J-M Rouillan : « À la fin des années 1970, Paris avait pris une centralité dans la lutte armée européenne et internationale »

Entretien. À l’occasion de la sortie de « Dix ans d’Action directe » (publié chez Agone), écrit pendant les années 1990 mais jusqu’alors non publié car les membres d’Action directe étaient tenus au silence par la justice, nous avons rencontré Jean-Marc Rouillan.
Le livre raconte une histoire méconnue, effacée, y compris dans le mouvement ouvrier. Un travail de mémoire : c’était cela la première motivation pour écrire, puis publier ce récit ? 

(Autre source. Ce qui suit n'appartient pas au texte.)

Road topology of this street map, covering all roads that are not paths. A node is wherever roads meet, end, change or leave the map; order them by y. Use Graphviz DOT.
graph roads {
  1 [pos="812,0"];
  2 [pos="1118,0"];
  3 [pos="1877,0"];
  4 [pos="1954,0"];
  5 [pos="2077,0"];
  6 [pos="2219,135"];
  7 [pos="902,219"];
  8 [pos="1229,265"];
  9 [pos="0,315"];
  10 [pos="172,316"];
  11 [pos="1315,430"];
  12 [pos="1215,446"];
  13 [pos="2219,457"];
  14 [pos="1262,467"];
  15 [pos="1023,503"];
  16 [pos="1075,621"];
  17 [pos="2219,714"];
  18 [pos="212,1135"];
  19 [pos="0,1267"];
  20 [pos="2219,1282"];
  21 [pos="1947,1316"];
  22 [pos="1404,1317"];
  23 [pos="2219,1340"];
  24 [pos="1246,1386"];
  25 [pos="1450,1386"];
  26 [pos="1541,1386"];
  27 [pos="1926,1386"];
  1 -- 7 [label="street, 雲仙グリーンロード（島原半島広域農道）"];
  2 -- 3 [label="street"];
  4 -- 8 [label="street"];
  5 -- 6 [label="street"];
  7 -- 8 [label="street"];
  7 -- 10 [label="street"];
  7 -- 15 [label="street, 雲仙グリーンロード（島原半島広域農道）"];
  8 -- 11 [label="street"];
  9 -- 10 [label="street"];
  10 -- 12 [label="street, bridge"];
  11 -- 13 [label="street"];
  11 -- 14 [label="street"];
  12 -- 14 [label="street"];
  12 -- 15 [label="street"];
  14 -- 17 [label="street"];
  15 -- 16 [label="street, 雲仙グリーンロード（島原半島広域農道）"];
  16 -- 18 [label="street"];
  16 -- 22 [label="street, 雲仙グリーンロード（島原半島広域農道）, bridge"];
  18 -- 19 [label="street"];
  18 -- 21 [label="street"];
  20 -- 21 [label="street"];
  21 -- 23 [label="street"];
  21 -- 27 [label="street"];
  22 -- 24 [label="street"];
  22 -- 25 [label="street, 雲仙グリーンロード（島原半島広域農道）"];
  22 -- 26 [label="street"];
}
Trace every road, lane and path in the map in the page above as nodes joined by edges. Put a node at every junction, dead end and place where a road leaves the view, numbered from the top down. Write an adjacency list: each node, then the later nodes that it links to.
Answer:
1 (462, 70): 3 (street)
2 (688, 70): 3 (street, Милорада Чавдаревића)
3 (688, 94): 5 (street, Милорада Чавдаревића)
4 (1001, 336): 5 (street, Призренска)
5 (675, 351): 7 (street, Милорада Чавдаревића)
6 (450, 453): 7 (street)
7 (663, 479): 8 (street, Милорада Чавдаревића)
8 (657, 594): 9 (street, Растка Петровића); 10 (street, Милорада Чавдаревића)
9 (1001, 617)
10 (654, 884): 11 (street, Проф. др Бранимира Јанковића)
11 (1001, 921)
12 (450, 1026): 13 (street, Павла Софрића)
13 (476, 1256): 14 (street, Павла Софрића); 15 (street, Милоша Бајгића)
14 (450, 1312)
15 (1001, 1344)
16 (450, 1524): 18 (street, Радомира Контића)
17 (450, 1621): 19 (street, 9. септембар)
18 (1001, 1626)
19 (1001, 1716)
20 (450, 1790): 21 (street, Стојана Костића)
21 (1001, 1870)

C’est un livre qu’on a écrit, que j’ai écrit personnellement, mais toujours en discussion avec les autres « perpet’ », à un moment où on pensait que l’on ne sortirait pas vivants de la prison. On voulait donc raconter l’histoire la plus précise possible, en fonction bien sûr de ce qu’il était possible d’écrire. Il y a donc deux manques dans ce récit : ce que l’on ne raconte pas car l’État n’est pas au courant ; l’action politique internationale qui s’est passée à Paris à partir de la fin des années 1970, avec les Brigades rouges et la RAF [Fraction armée rouge]. Tout le reste est là, et constitue un document de sincérité. Il s’agit de regarder les gens dans les yeux et de leur dire : on a fait ça, on pensait ça, vous pouvez critiquer, juger, mais faites-le sur une autre base que celle de la contre-propagande qui nous a ensevelis en vitrifiant l’histoire.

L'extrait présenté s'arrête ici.